# Prompt
Once the line with "Quick job: What" is found in the data, output it and each following line exactly, up to and including the line with "Annotation task. Describe", and nothing before or after.
....................
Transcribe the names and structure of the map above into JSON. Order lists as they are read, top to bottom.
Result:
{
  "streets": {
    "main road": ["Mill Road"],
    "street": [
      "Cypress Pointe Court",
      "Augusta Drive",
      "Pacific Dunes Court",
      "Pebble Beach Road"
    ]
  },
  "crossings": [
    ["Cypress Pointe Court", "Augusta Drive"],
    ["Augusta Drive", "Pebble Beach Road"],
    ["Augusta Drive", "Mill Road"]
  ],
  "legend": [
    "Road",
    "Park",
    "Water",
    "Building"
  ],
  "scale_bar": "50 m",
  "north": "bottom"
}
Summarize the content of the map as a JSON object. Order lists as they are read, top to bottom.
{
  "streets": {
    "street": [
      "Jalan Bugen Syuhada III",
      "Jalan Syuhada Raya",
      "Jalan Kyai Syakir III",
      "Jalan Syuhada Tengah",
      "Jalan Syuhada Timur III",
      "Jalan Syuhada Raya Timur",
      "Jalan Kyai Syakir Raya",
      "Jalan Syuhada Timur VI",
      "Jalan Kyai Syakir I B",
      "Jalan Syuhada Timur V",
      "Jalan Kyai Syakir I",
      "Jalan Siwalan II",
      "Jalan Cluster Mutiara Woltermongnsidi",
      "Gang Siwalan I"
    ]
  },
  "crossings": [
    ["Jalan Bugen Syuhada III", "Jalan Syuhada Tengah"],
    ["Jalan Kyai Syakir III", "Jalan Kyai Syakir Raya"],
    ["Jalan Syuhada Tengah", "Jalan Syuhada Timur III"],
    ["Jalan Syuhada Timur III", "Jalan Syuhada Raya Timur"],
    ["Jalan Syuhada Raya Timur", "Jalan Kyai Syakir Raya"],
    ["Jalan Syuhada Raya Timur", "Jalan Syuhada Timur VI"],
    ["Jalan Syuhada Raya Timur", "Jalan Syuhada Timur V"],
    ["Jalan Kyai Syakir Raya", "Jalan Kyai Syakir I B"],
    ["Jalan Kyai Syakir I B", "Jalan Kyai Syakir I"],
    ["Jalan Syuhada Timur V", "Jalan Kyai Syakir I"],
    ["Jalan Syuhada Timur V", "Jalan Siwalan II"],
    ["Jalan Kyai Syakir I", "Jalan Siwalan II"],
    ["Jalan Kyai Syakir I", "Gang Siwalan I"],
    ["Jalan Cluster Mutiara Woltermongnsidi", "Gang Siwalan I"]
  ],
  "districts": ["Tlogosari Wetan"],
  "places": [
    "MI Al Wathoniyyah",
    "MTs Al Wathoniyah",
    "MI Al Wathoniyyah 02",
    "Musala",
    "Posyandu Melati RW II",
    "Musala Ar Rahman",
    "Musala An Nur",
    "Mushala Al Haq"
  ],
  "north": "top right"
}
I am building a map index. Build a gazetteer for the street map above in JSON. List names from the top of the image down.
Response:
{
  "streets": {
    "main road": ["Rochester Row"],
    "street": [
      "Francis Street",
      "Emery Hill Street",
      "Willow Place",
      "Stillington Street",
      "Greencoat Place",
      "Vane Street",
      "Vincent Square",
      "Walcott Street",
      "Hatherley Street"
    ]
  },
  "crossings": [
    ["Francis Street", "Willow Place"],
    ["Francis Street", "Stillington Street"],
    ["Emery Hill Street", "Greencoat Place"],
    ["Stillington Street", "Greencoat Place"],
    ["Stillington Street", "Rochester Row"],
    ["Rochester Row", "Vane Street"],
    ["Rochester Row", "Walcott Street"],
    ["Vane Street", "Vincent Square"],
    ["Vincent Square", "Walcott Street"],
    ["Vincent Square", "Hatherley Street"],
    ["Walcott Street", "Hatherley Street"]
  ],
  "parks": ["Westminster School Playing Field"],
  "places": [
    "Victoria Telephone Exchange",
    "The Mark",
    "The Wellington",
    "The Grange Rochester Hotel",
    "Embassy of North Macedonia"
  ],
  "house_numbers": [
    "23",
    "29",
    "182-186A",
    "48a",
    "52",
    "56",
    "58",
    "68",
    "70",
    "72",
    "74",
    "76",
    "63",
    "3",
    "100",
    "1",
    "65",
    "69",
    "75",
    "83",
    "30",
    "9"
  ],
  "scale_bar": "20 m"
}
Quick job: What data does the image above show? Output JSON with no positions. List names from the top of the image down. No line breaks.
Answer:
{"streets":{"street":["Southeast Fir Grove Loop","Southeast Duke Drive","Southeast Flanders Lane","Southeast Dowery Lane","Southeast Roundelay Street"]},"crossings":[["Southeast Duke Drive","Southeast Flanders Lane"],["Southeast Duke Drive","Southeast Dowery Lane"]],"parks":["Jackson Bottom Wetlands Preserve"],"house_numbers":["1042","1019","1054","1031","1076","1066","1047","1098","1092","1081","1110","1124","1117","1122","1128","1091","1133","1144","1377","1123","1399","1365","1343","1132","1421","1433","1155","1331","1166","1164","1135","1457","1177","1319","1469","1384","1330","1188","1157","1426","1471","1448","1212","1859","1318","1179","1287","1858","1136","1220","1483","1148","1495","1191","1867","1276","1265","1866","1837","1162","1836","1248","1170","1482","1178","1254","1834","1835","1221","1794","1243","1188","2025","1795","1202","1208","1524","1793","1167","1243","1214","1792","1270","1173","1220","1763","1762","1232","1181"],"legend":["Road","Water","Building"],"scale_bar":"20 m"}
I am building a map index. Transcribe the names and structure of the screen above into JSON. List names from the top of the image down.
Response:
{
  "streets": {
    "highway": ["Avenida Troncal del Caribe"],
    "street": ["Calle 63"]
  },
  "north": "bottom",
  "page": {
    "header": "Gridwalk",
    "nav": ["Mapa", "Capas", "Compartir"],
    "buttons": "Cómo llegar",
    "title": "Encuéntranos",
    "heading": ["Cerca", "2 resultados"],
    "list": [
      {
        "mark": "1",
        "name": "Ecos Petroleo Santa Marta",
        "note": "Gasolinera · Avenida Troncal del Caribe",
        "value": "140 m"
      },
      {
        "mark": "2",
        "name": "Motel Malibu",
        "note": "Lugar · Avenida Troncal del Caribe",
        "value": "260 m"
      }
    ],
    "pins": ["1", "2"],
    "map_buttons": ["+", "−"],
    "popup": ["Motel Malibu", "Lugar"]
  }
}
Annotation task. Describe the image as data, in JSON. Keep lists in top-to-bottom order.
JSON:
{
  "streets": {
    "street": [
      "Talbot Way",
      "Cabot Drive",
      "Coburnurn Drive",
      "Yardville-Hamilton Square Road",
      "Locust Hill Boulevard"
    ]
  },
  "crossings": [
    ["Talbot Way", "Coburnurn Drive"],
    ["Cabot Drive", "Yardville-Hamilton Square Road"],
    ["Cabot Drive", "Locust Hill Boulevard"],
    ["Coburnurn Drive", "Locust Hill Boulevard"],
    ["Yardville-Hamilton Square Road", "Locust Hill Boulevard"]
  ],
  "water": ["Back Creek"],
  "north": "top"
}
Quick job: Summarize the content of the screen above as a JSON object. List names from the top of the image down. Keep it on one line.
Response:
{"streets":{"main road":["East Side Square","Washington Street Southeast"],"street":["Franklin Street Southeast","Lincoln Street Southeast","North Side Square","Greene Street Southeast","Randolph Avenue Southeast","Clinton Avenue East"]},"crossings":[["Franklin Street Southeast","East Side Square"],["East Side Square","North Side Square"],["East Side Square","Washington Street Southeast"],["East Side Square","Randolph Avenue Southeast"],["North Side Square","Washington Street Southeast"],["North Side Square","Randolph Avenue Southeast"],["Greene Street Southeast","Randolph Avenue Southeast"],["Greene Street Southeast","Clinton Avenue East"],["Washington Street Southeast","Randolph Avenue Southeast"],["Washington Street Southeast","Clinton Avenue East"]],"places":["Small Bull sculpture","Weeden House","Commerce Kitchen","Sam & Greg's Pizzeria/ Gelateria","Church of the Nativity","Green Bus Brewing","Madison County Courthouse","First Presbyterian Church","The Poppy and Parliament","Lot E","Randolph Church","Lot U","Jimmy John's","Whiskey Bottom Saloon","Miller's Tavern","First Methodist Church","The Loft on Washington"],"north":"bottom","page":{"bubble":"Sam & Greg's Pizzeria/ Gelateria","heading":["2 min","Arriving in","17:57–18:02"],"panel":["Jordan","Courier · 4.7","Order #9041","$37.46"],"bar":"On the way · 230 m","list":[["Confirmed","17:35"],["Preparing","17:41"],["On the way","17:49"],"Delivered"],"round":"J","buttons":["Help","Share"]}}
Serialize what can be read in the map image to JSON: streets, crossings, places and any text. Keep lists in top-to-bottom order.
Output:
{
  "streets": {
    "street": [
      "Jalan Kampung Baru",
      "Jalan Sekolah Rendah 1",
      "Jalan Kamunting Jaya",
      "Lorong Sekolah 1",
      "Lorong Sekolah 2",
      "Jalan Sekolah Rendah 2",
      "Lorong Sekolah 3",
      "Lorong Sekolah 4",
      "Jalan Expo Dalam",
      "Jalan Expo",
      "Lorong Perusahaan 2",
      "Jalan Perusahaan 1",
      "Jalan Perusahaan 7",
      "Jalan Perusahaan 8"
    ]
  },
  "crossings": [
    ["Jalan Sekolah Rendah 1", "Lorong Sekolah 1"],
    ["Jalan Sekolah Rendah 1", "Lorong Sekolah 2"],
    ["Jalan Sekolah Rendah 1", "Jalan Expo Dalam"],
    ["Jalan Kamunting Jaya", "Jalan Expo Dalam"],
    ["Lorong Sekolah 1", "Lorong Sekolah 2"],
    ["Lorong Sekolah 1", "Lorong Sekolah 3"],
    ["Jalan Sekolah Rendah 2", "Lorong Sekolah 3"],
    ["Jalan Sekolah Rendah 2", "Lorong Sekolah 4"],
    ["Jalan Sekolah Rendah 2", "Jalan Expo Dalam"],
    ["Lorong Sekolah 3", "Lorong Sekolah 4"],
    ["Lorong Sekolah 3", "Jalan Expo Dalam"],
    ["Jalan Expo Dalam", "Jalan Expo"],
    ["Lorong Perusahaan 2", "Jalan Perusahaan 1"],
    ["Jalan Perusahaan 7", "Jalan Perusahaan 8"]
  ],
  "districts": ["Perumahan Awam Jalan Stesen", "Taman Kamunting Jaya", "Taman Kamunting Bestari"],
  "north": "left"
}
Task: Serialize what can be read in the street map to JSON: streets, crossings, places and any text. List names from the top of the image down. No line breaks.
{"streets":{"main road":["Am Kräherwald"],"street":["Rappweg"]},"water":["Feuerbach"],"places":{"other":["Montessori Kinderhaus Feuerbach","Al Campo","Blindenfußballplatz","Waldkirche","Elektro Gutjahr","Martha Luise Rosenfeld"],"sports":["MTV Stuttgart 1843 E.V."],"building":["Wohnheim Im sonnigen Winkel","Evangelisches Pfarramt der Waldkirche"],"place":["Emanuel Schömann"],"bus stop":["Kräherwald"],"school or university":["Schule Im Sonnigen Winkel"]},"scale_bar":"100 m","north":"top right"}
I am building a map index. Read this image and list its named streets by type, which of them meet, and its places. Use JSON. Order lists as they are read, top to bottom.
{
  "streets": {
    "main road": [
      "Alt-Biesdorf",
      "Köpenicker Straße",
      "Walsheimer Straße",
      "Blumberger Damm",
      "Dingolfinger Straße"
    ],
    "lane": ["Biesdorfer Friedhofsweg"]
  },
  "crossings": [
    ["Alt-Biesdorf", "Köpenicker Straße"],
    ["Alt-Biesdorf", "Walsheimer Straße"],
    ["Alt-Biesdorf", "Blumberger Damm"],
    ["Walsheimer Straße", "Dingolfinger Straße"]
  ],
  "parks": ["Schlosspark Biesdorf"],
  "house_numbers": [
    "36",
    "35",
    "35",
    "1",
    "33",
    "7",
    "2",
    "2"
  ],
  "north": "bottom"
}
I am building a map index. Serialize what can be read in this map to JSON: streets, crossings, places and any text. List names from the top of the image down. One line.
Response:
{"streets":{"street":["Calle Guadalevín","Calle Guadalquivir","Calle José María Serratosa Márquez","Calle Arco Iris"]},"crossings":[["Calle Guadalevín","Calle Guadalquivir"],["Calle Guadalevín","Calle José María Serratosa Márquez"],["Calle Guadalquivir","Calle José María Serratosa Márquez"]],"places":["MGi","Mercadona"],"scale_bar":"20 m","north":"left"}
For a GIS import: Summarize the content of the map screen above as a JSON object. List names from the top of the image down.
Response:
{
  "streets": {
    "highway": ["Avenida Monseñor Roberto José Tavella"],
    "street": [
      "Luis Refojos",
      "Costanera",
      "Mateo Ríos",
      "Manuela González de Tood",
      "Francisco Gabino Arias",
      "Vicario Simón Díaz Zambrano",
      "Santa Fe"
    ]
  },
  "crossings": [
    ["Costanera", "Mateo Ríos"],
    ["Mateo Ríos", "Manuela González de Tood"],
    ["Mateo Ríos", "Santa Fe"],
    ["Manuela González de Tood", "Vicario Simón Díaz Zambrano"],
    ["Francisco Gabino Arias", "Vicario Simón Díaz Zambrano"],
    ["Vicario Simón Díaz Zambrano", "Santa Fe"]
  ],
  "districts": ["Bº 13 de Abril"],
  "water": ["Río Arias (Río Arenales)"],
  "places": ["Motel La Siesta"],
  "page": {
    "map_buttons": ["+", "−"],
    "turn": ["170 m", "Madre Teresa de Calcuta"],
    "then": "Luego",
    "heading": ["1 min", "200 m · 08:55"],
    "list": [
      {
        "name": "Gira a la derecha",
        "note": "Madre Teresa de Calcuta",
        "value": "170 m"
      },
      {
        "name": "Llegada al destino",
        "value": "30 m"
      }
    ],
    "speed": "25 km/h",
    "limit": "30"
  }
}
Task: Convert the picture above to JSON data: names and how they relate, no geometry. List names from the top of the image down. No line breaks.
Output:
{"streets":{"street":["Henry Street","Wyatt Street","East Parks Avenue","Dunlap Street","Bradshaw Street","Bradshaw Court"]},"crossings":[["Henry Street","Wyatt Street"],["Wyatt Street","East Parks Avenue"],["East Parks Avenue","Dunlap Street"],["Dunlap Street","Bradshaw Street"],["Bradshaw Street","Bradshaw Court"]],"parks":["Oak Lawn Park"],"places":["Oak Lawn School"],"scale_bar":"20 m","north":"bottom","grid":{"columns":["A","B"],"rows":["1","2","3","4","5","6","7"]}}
....................
# Task answer
Quick job: What data does the image above show? Output JSON with no positions. List names from the top of the image down. No line breaks.
Answer:
{"streets":{"street":["Southeast Fir Grove Loop","Southeast Duke Drive","Southeast Flanders Lane","Southeast Dowery Lane","Southeast Roundelay Street"]},"crossings":[["Southeast Duke Drive","Southeast Flanders Lane"],["Southeast Duke Drive","Southeast Dowery Lane"]],"parks":["Jackson Bottom Wetlands Preserve"],"house_numbers":["1042","1019","1054","1031","1076","1066","1047","1098","1092","1081","1110","1124","1117","1122","1128","1091","1133","1144","1377","1123","1399","1365","1343","1132","1421","1433","1155","1331","1166","1164","1135","1457","1177","1319","1469","1384","1330","1188","1157","1426","1471","1448","1212","1859","1318","1179","1287","1858","1136","1220","1483","1148","1495","1191","1867","1276","1265","1866","1837","1162","1836","1248","1170","1482","1178","1254","1834","1835","1221","1794","1243","1188","2025","1795","1202","1208","1524","1793","1167","1243","1214","1792","1270","1173","1220","1763","1762","1232","1181"],"legend":["Road","Water","Building"],"scale_bar":"20 m"}
I am building a map index. Transcribe the names and structure of the screen above into JSON. List names from the top of the image down.
Response:
{
  "streets": {
    "highway": ["Avenida Troncal del Caribe"],
    "street": ["Calle 63"]
  },
  "north": "bottom",
  "page": {
    "header": "Gridwalk",
    "nav": ["Mapa", "Capas", "Compartir"],
    "buttons": "Cómo llegar",
    "title": "Encuéntranos",
    "heading": ["Cerca", "2 resultados"],
    "list": [
      {
        "mark": "1",
        "name": "Ecos Petroleo Santa Marta",
        "note": "Gasolinera · Avenida Troncal del Caribe",
        "value": "140 m"
      },
      {
        "mark": "2",
        "name": "Motel Malibu",
        "note": "Lugar · Avenida Troncal del Caribe",
        "value": "260 m"
      }
    ],
    "pins": ["1", "2"],
    "map_buttons": ["+", "−"],
    "popup": ["Motel Malibu", "Lugar"]
  }
}
Annotation task. Describe the image as data, in JSON. Keep lists in top-to-bottom order.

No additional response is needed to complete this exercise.